### Work instructions
Please go line by line through the material and copy each one containing the word "Rous".

### Input data
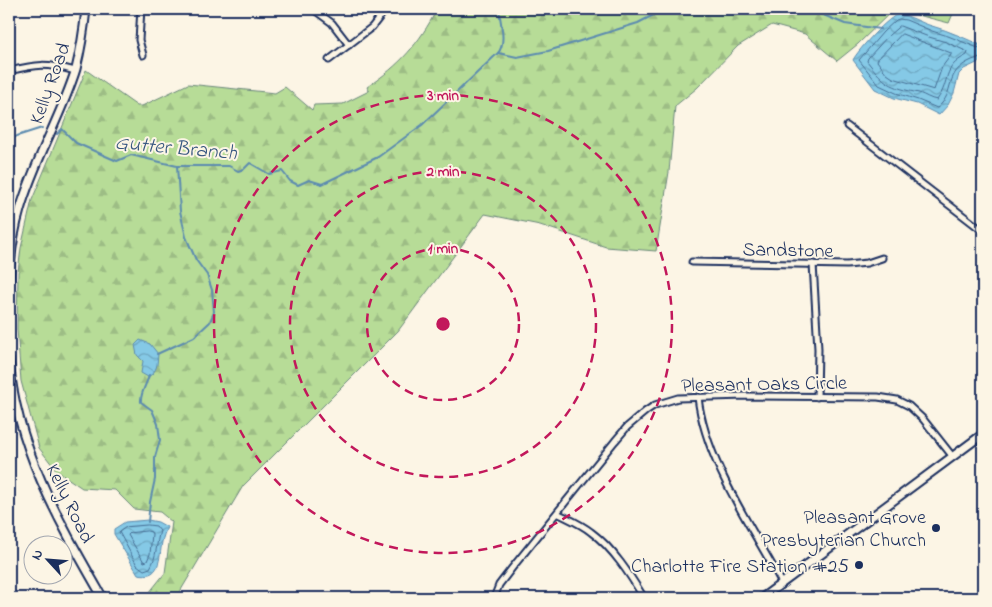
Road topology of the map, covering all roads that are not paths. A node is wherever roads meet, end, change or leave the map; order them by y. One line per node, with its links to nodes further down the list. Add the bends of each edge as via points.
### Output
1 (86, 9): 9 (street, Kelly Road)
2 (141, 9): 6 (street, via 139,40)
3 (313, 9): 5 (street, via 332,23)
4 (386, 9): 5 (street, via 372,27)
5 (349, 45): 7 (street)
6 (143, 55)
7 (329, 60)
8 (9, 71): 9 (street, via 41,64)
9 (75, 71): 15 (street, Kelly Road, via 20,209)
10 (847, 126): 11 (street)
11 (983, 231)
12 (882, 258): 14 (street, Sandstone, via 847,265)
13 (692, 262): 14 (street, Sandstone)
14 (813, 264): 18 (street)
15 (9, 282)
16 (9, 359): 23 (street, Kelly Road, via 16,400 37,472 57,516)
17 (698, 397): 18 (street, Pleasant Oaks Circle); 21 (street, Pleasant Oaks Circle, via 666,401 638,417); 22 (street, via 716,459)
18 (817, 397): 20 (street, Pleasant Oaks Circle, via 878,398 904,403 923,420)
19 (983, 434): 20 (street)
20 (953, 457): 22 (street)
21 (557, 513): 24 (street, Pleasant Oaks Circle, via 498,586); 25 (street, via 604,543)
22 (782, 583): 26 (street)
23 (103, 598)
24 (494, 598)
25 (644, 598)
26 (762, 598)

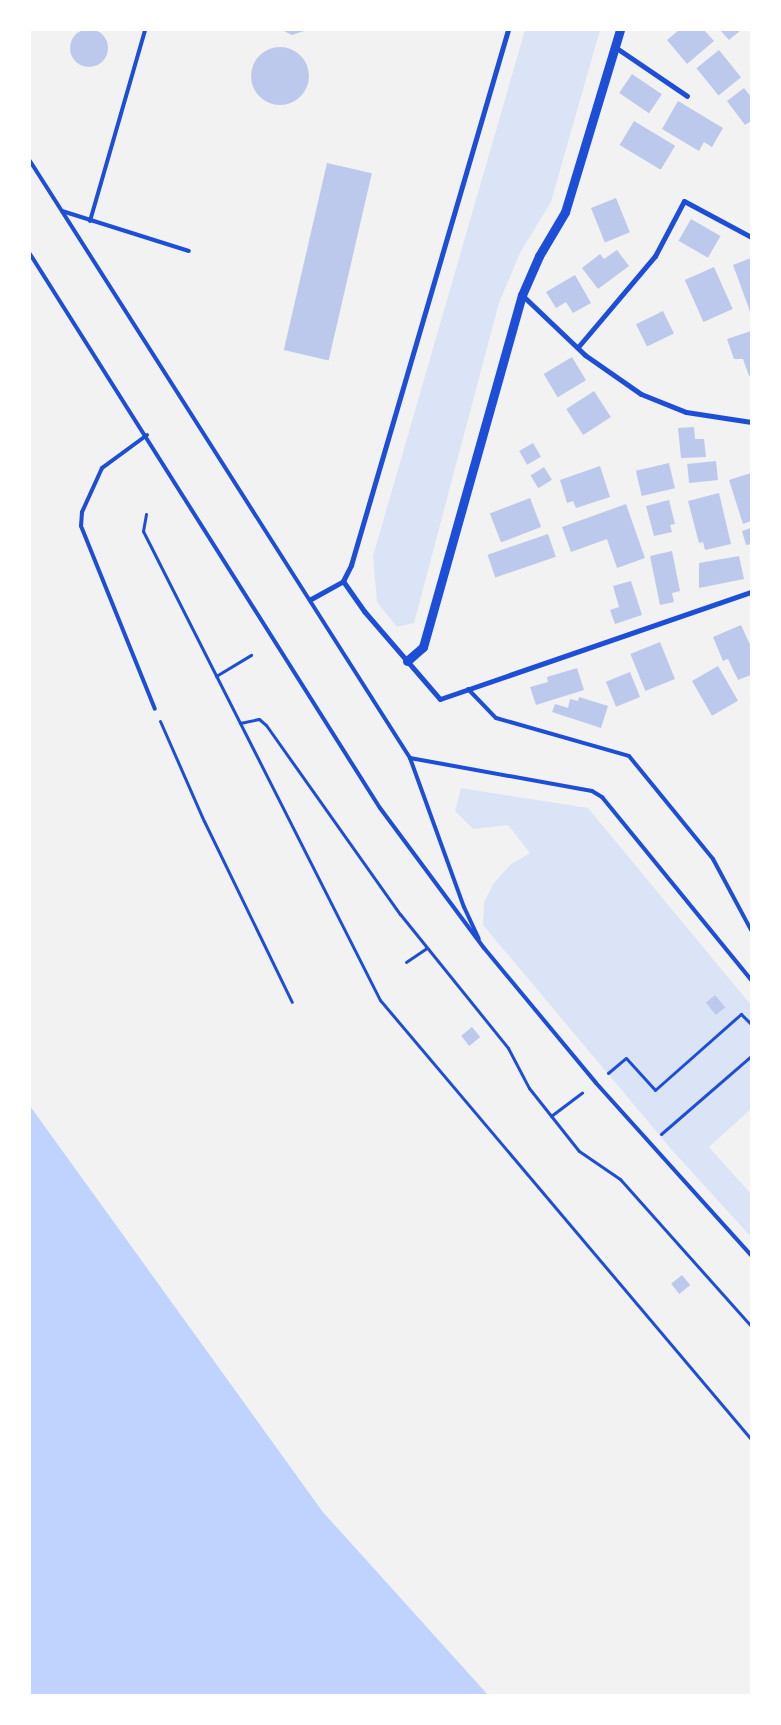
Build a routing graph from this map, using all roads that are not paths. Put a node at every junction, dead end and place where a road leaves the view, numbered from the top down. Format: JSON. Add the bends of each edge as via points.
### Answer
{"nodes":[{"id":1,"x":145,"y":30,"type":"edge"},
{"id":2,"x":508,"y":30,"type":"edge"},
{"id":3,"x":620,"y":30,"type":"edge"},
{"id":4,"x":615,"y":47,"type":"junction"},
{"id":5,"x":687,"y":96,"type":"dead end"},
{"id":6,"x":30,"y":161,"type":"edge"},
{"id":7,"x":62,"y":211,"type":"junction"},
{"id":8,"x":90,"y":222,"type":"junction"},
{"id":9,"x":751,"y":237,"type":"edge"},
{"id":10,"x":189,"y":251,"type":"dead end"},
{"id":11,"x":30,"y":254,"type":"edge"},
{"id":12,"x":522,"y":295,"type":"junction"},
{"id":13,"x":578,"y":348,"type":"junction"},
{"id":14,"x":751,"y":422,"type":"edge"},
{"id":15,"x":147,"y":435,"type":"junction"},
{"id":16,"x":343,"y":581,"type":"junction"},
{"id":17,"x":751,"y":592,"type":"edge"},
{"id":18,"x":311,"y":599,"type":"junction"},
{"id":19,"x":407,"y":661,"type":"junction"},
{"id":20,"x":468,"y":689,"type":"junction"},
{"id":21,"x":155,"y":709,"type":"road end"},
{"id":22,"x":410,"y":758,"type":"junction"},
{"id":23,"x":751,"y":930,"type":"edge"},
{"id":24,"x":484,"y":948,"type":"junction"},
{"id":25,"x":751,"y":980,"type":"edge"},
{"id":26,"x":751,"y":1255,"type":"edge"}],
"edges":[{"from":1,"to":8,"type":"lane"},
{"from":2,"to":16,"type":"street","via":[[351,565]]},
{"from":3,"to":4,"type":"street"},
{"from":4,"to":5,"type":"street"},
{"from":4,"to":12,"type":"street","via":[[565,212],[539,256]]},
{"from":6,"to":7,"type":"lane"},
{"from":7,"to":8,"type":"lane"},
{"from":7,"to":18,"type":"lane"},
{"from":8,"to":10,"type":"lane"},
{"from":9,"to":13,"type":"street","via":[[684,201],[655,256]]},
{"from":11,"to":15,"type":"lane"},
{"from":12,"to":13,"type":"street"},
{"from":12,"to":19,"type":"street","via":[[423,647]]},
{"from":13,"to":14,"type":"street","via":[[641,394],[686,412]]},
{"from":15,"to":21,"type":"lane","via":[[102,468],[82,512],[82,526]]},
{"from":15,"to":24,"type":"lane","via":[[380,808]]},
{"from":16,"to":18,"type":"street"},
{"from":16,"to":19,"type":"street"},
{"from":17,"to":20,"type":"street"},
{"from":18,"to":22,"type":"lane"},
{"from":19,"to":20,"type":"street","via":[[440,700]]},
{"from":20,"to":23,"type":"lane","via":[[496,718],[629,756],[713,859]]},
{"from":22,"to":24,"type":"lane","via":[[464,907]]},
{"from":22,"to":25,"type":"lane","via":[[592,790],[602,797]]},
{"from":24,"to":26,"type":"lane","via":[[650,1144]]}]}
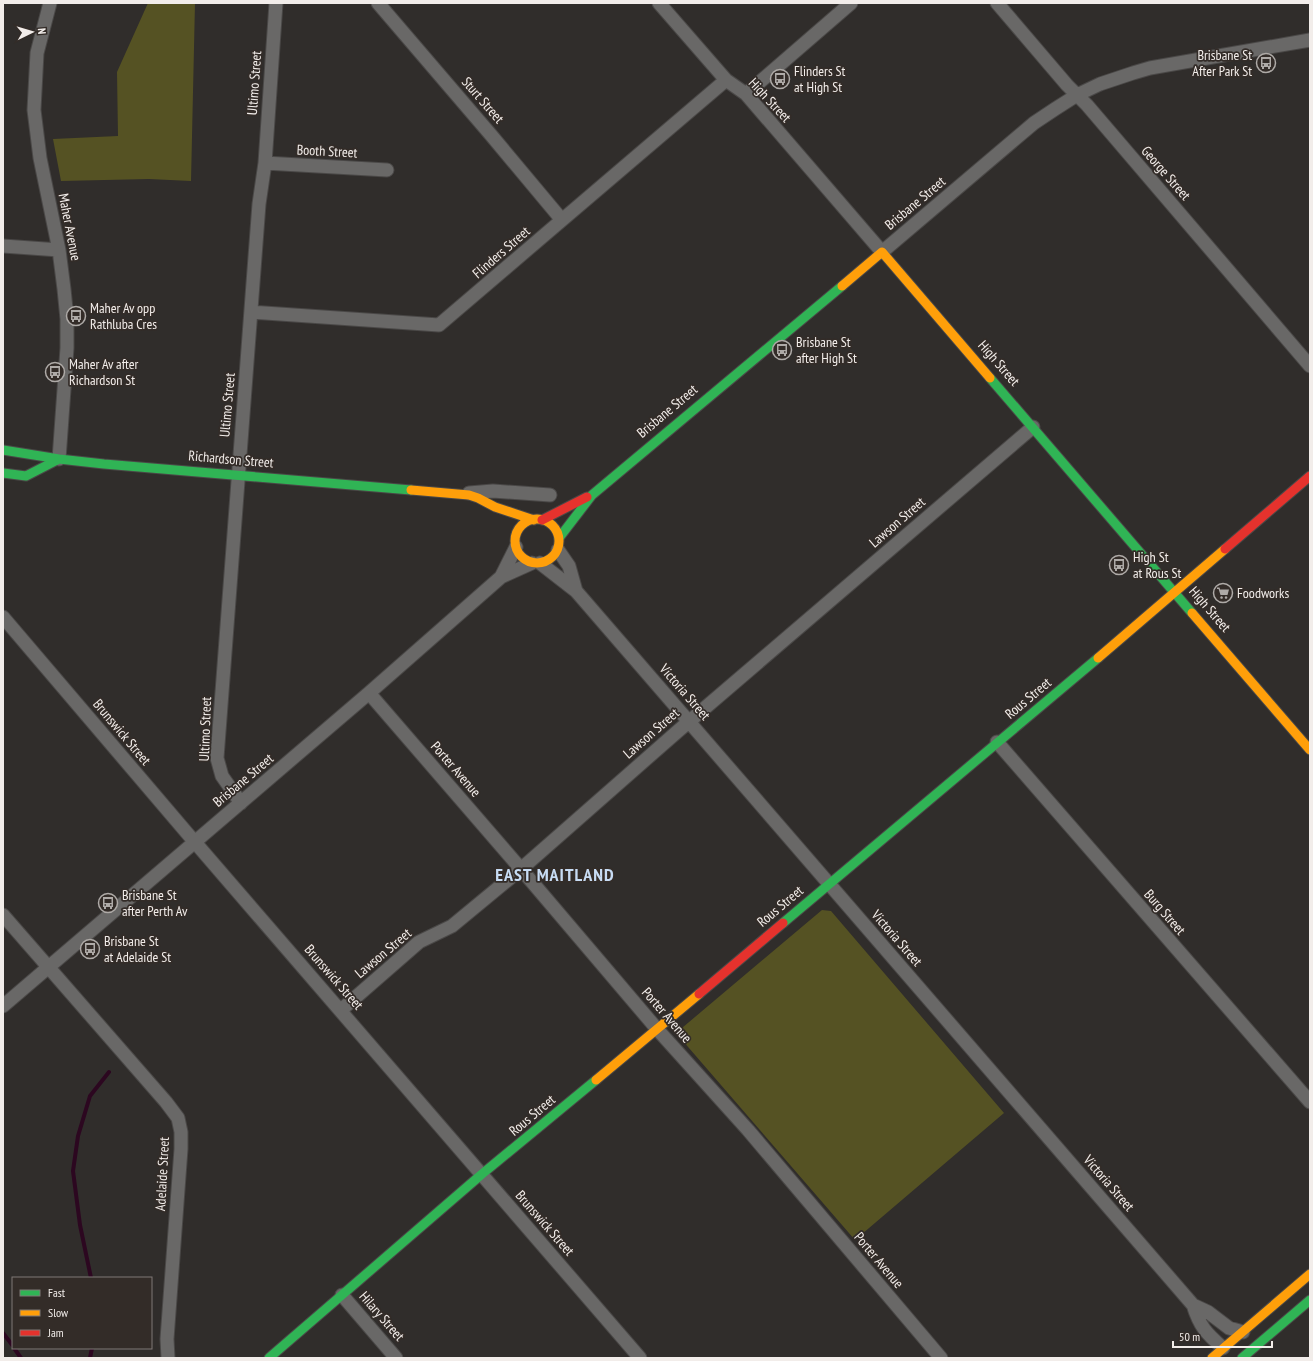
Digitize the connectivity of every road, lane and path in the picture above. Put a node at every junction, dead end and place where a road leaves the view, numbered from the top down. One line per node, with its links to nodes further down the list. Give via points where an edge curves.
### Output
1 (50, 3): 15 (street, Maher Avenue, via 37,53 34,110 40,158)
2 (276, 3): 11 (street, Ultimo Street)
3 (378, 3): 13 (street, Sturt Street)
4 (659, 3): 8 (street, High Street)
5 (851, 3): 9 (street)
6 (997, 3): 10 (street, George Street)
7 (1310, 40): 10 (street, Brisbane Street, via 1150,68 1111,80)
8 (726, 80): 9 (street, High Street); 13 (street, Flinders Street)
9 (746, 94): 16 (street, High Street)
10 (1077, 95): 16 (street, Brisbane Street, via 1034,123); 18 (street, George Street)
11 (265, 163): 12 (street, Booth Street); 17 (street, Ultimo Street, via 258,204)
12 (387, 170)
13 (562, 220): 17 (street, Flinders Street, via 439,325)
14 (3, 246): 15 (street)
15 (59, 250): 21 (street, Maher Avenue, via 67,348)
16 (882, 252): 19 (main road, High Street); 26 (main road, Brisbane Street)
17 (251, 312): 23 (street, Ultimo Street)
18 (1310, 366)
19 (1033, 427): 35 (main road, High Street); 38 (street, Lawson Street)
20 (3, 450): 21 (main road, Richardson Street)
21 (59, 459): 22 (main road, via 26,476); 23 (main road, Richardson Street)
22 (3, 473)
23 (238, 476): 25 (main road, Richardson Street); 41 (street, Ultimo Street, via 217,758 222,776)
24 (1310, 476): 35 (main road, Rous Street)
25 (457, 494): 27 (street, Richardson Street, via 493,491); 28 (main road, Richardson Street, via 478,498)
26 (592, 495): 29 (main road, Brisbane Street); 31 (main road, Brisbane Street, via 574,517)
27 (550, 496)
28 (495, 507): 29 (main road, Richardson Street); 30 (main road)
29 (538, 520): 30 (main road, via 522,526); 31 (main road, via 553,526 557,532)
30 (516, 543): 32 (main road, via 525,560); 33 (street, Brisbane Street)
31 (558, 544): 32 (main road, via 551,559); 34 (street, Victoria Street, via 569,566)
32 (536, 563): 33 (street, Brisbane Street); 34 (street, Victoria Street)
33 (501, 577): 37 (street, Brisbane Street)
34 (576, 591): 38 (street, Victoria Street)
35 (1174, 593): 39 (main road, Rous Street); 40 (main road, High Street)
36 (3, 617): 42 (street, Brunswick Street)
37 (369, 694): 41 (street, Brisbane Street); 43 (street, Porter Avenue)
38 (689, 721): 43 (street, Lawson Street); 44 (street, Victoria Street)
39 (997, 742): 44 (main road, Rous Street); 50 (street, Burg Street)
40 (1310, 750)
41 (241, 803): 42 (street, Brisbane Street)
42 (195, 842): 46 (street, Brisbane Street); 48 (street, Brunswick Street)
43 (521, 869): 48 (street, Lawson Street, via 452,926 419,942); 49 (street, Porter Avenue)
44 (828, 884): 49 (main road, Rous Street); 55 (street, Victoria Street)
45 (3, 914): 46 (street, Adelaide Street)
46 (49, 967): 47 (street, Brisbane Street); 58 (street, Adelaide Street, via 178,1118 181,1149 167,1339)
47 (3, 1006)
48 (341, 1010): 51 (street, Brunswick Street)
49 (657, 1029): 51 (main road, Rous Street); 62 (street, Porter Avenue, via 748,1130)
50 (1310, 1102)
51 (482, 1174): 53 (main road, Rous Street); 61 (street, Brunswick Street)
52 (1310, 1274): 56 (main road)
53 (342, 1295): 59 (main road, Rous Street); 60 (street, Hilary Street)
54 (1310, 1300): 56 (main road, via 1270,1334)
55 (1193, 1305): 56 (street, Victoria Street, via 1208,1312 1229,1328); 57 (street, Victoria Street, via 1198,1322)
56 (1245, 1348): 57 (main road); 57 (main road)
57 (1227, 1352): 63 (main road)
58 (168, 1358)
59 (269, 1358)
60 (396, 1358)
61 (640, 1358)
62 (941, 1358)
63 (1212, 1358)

### Result
24 (1310, 476): 35 (main road, Rous Street)
35 (1174, 593): 39 (main road, Rous Street); 40 (main road, High Street)
39 (997, 742): 44 (main road, Rous Street); 50 (street, Burg Street)
44 (828, 884): 49 (main road, Rous Street); 55 (street, Victoria Street)
49 (657, 1029): 51 (main road, Rous Street); 62 (street, Porter Avenue, via 748,1130)
51 (482, 1174): 53 (main road, Rous Street); 61 (street, Brunswick Street)
53 (342, 1295): 59 (main road, Rous Street); 60 (street, Hilary Street)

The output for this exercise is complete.